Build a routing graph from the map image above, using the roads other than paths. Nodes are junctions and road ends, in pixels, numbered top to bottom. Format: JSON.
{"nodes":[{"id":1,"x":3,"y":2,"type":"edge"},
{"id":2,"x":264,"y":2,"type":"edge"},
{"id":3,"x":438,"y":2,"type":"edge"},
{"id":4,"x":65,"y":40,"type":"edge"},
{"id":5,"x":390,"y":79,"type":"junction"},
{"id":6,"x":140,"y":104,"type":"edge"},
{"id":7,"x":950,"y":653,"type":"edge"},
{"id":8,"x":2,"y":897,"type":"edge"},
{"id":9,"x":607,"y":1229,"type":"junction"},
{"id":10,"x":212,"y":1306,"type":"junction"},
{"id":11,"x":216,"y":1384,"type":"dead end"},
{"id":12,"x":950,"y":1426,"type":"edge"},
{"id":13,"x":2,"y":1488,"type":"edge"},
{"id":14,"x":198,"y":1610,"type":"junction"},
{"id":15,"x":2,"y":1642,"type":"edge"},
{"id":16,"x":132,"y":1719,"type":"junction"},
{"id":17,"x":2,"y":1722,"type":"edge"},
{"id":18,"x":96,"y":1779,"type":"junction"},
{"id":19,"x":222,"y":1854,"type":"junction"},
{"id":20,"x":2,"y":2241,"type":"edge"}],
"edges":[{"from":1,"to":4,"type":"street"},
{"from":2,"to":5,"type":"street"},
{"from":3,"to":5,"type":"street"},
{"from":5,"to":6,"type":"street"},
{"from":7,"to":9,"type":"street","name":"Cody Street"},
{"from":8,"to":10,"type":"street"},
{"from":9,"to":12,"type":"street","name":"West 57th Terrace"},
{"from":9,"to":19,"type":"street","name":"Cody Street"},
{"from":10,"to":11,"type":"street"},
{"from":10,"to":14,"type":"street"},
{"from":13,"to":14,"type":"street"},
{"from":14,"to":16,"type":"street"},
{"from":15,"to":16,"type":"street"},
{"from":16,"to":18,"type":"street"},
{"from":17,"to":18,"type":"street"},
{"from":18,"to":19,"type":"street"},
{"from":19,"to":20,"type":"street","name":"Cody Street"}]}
* * *
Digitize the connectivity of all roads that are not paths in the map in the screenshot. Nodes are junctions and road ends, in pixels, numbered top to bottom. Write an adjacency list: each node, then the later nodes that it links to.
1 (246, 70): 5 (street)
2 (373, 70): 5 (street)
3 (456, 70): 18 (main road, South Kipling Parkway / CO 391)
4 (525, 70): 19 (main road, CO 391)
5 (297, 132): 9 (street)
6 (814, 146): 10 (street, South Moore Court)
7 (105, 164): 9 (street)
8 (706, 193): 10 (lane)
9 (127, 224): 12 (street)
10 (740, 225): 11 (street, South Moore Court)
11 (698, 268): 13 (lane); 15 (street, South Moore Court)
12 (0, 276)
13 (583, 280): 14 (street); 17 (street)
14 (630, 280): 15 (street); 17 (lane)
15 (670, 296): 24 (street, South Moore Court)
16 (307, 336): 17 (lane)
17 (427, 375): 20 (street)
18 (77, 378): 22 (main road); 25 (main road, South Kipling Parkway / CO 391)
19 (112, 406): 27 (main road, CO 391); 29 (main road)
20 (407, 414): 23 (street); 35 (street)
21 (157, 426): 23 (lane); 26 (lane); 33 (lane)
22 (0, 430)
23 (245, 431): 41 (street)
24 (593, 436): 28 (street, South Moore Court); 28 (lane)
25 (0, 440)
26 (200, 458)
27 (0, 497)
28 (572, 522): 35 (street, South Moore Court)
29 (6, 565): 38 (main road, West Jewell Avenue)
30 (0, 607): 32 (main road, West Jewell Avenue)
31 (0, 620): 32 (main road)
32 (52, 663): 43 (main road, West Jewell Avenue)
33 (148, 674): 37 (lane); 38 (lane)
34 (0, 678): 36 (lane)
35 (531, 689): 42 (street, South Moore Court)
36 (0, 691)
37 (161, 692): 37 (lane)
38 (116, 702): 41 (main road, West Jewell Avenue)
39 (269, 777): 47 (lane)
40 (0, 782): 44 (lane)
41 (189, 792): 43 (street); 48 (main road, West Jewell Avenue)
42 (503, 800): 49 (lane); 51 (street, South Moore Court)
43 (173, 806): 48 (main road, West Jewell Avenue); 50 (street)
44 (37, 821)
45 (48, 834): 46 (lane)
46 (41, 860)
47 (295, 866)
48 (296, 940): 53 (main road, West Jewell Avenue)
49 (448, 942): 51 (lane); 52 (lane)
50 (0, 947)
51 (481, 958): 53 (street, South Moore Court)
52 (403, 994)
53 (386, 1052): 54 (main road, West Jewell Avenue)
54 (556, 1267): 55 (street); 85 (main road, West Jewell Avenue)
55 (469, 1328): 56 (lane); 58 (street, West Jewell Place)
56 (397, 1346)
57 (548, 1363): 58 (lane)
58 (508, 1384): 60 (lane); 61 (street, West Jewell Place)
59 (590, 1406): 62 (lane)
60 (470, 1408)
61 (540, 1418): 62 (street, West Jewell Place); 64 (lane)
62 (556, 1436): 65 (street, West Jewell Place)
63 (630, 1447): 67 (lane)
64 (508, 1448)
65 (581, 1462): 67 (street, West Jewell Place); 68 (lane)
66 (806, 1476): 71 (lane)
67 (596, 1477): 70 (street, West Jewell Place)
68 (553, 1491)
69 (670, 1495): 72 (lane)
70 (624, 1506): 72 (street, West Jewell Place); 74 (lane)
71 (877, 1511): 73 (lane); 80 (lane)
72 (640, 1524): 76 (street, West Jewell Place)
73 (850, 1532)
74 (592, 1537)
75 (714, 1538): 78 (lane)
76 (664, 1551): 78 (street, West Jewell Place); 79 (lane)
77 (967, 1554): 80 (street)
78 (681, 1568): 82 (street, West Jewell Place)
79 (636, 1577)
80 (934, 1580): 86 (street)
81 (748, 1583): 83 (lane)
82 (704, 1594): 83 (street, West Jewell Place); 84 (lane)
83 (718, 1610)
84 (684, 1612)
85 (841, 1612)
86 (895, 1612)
...
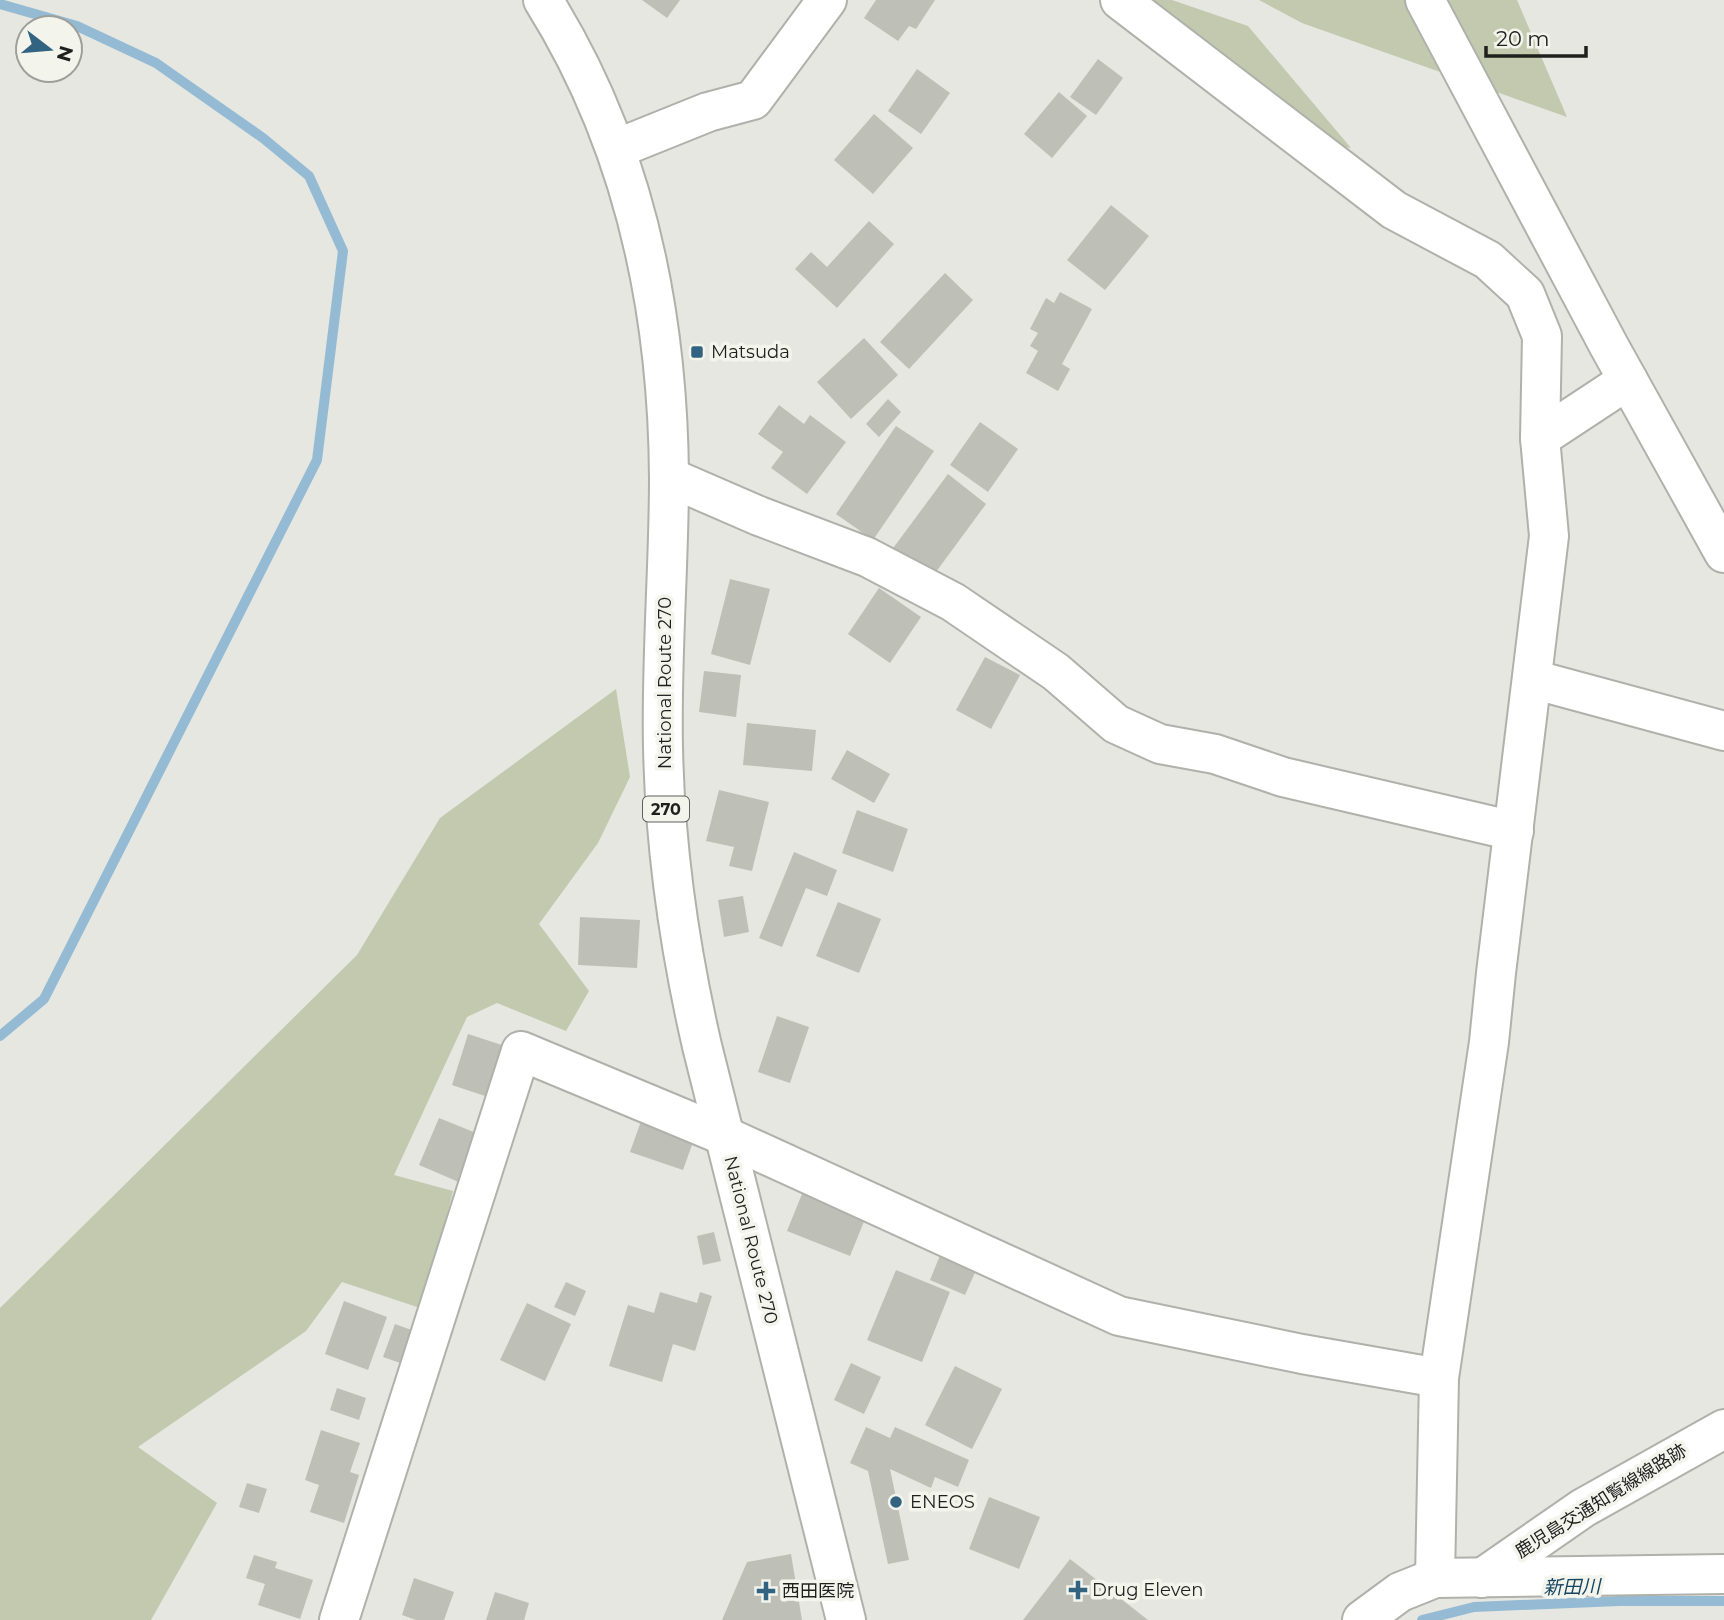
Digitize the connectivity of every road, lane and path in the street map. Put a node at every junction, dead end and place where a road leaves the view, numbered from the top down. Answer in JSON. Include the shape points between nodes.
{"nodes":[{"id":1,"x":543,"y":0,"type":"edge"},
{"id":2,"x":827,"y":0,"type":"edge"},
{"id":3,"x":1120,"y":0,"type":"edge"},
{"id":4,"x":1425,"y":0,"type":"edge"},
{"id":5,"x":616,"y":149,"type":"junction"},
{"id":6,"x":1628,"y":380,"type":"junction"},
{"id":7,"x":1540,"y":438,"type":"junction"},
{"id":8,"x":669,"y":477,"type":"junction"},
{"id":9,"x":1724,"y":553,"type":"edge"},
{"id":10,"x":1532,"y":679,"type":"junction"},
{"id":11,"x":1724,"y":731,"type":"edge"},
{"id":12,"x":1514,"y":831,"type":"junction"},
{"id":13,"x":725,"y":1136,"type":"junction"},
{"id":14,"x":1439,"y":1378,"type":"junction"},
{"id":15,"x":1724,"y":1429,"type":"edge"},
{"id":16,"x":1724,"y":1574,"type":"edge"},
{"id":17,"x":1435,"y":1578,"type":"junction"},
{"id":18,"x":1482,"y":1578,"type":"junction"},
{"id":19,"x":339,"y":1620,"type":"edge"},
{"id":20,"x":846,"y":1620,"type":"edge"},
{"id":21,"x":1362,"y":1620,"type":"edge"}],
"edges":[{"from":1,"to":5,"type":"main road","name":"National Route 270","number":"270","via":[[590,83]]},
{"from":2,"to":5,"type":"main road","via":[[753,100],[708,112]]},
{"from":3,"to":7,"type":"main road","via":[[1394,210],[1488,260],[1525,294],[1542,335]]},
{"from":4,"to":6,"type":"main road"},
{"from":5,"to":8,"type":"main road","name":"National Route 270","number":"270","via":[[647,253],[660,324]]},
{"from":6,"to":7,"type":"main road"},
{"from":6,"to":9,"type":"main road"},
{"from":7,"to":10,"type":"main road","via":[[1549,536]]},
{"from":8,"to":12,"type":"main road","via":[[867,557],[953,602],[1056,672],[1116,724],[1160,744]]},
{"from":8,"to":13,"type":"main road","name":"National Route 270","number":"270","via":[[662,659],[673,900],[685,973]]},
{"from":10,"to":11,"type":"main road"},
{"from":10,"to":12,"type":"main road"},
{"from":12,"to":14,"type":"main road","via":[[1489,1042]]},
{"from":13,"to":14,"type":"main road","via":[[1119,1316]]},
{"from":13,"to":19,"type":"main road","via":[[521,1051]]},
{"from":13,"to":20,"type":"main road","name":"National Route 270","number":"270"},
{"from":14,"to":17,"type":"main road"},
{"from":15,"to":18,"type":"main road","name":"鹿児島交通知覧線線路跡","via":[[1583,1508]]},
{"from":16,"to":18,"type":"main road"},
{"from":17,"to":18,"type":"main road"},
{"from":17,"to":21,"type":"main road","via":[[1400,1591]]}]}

■ Work task
Some lines of the records above contain the word "Route". How many are there? Reply with the number alone.

■ Response area
4